Obama/Biden administration spent more on defense than the Bush administration. Joe Biden has also said on the campaign trail that he wants to increase defense spending on “unmanned capacity, cyber and IT” so he may in effect keep the defense budget around where it is. Obama/Biden also had more drone strikes than the Bush administration and Joe Biden has historically been more hawkish than Obama so who knows what wars the Pentagon may pressure a politically flexible Joe Biden to get us into.
Now using history as our guide, the two best historical markers for what happened during a unified government (one party controls the House, Senate, and Presidency) are 2008 when Obama was elected and in 2016 when Trump was elected. Both parties ended up losing control of the House in the upcoming midterm election so if history repeats itself Joe Biden’s unified government would only last 2 years.
How much could a Biden-led unified government do in 2 years?
First, the answer depends on if Joe Biden will repeal the Senate filibuster. As of yet, he has not fully committed to doing so, and the Washington Post currently has him marked as a “no,” therefore with just a one-to-three vote majority in the Senate (some of those senators being moderators from red states) and a passionate conservative Republican minority it could be hard for him to do much even then. There are other Senate procedures Joe Biden could invoke to get around the filibuster, but nonetheless, without the filibuster’s removal, his agenda will be slowed down.
In the first 2 years, Joe Biden will have to spend a lot of time nominating officials, reentering treaties, readjusting the regulatory apparatus with executive orders, and perhaps passing additional COVID relief. This leaves little time before the 2022 midterm election for Joe Biden to dive into his heftier campaign promises.

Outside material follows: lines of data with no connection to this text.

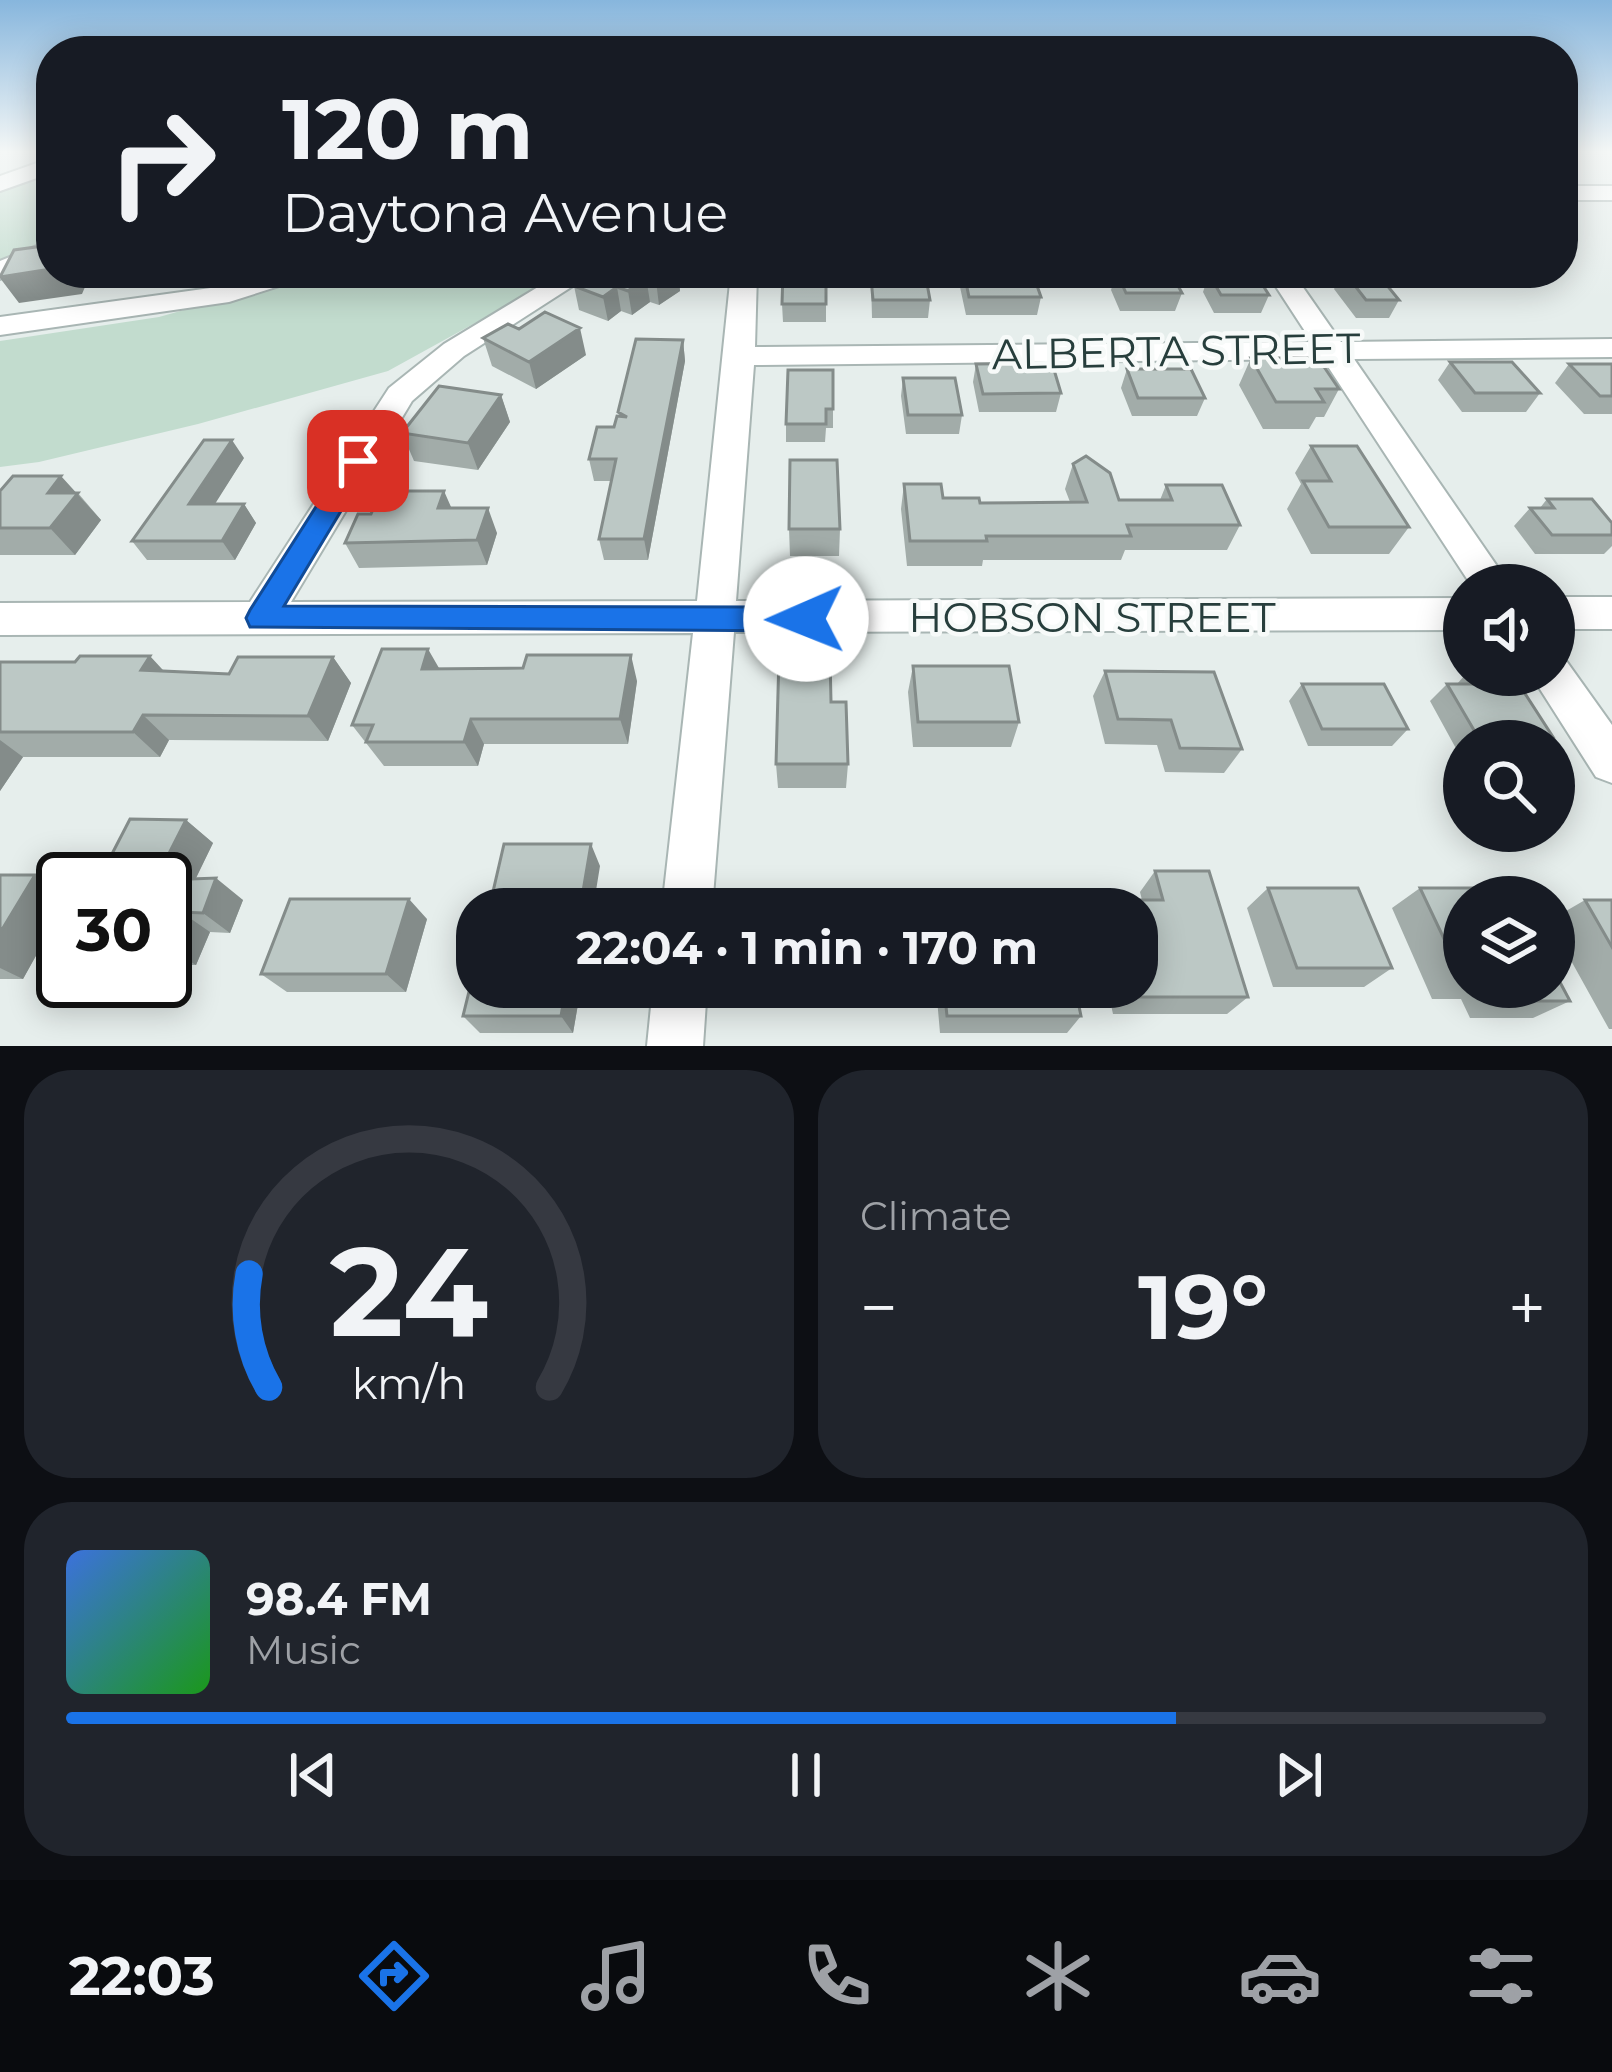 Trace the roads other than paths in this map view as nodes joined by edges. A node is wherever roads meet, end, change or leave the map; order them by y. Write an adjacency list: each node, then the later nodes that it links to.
1 (36, 255): 2 (street)
2 (0, 271)
3 (247, 288): 7 (street)
4 (555, 288): 15 (street)
5 (743, 288): 10 (street)
6 (1291, 288): 9 (street)
7 (0, 326)
8 (1612, 348): 9 (street, ALBERTA STREET)
9 (1334, 349): 10 (street, ALBERTA STREET); 11 (street)
10 (740, 356): 17 (street)
11 (1477, 564)
12 (1575, 613): 13 (street)
13 (1612, 613)
14 (1443, 614): 17 (street, HOBSON STREET)
15 (261, 618): 16 (street, HOBSON STREET); 17 (street, HOBSON STREET)
16 (0, 619)
17 (712, 620): 20 (street)
18 (1566, 696): 19 (street)
19 (1612, 762)
20 (689, 888)
21 (678, 1008): 22 (street)
22 (675, 1046) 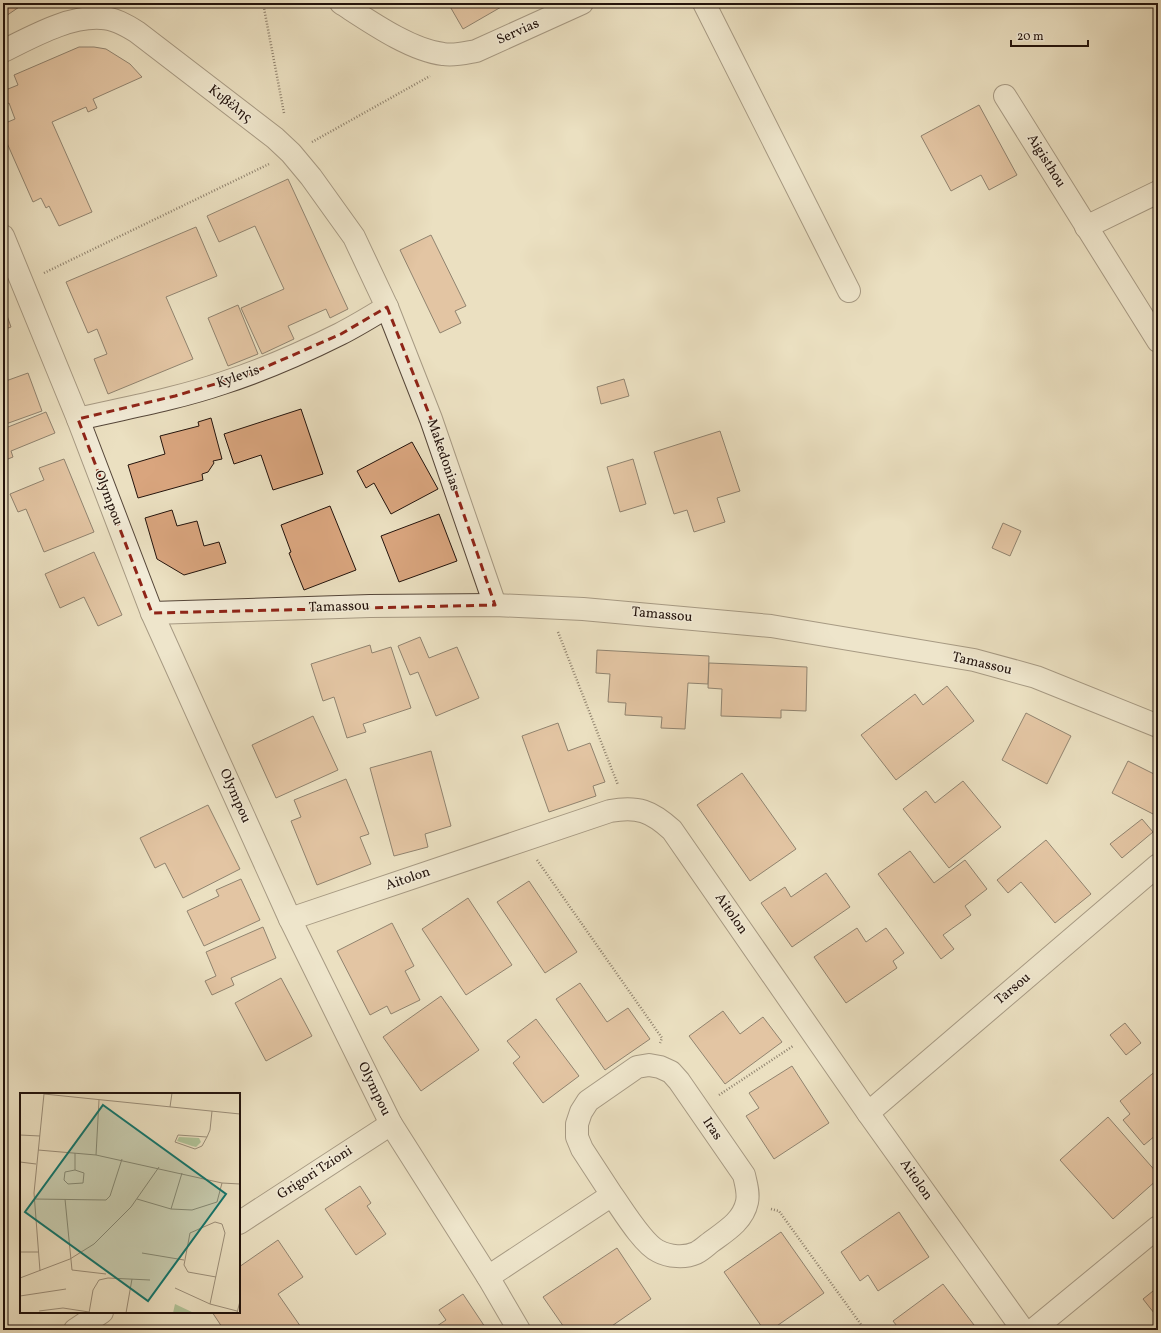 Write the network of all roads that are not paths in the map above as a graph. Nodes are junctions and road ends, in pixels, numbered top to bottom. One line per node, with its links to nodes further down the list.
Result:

The first legislative priority for a new president is often cutting taxes: Trump, Obama, and Bush. Interestingly, Bill Clinton’s first legislative priority was to raise taxes and cut spending in order to pursue deficit reduction. I therefore believe Biden’s first legislative priority would be repealing the Trump tax cuts and replacing it with a tax increase on wealth and a tax cut for workers, which is how Joe Biden describes his plan on his website: “A TALE OF TWO TAX POLICIES: TRUMP REWARDS WEALTH, BIDEN REWARDS WORK.” Genuine fiscal conservatives may find this proposal appealing because factually speaking, the Trump tax cuts did not “pay for themselves.” Factually speaking.